**YOUR OBJECTIVE:**
Below are some entries; can you quote all of them exactly?

[Pose landmark coordinates]
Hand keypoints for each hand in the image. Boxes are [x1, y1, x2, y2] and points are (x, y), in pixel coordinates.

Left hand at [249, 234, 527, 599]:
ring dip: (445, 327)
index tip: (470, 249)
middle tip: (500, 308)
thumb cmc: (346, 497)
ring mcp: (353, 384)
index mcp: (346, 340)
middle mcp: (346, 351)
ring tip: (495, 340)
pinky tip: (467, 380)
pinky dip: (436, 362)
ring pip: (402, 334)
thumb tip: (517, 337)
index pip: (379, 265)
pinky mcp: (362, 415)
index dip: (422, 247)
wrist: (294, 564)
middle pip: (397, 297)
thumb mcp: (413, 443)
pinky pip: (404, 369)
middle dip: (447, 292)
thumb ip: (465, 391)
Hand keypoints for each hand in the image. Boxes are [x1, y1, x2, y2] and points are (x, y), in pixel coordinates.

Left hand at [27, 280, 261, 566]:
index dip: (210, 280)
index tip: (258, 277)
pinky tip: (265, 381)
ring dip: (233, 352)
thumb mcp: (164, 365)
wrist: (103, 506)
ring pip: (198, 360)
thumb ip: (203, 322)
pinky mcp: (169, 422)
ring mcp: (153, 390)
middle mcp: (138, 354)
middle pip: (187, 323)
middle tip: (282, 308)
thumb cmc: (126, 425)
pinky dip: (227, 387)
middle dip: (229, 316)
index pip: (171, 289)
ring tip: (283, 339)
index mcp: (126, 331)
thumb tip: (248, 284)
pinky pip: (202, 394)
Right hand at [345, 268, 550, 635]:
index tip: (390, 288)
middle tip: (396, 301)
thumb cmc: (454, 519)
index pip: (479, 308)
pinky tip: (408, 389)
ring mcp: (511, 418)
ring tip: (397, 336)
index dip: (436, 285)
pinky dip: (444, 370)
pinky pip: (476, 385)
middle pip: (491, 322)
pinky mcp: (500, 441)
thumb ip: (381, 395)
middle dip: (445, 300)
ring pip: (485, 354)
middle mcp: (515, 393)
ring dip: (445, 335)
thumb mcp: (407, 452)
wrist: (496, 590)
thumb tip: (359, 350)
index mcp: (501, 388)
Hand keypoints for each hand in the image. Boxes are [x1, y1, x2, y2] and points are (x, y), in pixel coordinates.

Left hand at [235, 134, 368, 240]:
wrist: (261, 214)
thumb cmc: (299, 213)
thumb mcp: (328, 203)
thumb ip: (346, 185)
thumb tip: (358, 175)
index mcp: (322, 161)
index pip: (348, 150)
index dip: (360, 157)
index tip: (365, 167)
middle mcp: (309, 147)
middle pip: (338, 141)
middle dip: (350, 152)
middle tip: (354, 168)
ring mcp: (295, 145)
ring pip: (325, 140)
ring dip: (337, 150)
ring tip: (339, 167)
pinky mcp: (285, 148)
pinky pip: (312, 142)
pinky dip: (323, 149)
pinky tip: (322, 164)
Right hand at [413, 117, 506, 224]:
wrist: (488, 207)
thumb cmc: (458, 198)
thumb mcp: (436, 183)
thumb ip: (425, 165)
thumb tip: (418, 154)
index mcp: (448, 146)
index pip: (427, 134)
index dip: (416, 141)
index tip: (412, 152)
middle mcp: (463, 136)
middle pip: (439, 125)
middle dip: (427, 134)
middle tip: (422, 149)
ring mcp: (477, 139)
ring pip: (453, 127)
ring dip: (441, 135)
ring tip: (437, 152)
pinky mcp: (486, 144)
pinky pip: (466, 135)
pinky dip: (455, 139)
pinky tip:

**RESULT:**
Hand keypoints for each hand in the image. Boxes are [x1, y1, x2, y2] and points are (x, y), in pixel coordinates.

Left hand at [249, 234, 527, 599]:
ring dip: (445, 327)
index tip: (470, 249)
middle tip: (500, 308)
thumb cmc: (346, 497)
ring mcp: (353, 384)
index mcp: (346, 340)
middle mcp: (346, 351)
ring tip: (495, 340)
pinky tip: (467, 380)
pinky dip: (436, 362)
ring pip: (402, 334)
thumb tip: (517, 337)
index pip: (379, 265)
pinky mcp: (362, 415)
index dip: (422, 247)
wrist: (294, 564)
middle pip: (397, 297)
thumb mcp: (413, 443)
pinky pip: (404, 369)
middle dip: (447, 292)
thumb ip: (465, 391)
Hand keypoints for each hand in the image. Boxes are [x1, y1, x2, y2] and points are (x, y), in pixel coordinates.

Left hand at [27, 280, 261, 566]:
index dip: (210, 280)
index tip: (258, 277)
pinky tip: (265, 381)
ring dip: (233, 352)
thumb mcp: (164, 365)
wrist: (103, 506)
ring pip: (198, 360)
thumb ip: (203, 322)
pinky mcp: (169, 422)
ring mcp: (153, 390)
middle mcp: (138, 354)
middle pip: (187, 323)
middle tip: (282, 308)
thumb cmc: (126, 425)
pinky dip: (227, 387)
middle dip: (229, 316)
index pip: (171, 289)
ring tip: (283, 339)
index mcp: (126, 331)
thumb tip: (248, 284)
pinky pip: (202, 394)
Right hand at [345, 268, 550, 635]:
index tip: (390, 288)
middle tip: (396, 301)
thumb cmc: (454, 519)
index pip: (479, 308)
pinky tip: (408, 389)
ring mcp: (511, 418)
ring tip: (397, 336)
index dip: (436, 285)
pinky dip: (444, 370)
pinky pip: (476, 385)
middle pip: (491, 322)
pinky mcp: (500, 441)
thumb ip: (381, 395)
middle dip: (445, 300)
ring pip: (485, 354)
middle mcp: (515, 393)
ring dip: (445, 335)
thumb mcp: (407, 452)
wrist: (496, 590)
thumb tip: (359, 350)
index mcp: (501, 388)
Hand keypoints for each hand in the image. Boxes are [x1, y1, x2, y2] and points are (x, y), in pixel coordinates.

Left hand at [235, 134, 368, 240]:
wrist: (261, 214)
thumb cmc: (299, 213)
thumb mcp: (328, 203)
thumb ip: (346, 185)
thumb tip: (358, 175)
index mcp: (322, 161)
index pip: (348, 150)
index dip: (360, 157)
index tip: (365, 167)
middle mcp: (309, 147)
middle pip: (338, 141)
middle dip: (350, 152)
middle tip: (354, 168)
ring mcp: (295, 145)
ring pip: (325, 140)
ring dip: (337, 150)
ring tip: (339, 167)
pinky mcp: (285, 148)
pinky pip: (312, 142)
pinky dip: (323, 149)
pinky tip: (322, 164)
Right hand at [413, 117, 506, 224]:
wrist: (488, 207)
thumb cmc: (458, 198)
thumb mcp: (436, 183)
thumb ip: (425, 165)
thumb tip: (418, 154)
index mcp: (448, 146)
index pip: (427, 134)
index dip: (416, 141)
index tip: (412, 152)
middle mcp: (463, 136)
middle pip: (439, 125)
middle dip: (427, 134)
middle tip: (422, 149)
ring mcp: (477, 139)
ring pip: (453, 127)
ring dip: (441, 135)
ring tip: (437, 152)
pinky mcp: (486, 144)
pinky pip: (466, 135)
pinky dip: (455, 139)
pinky tip:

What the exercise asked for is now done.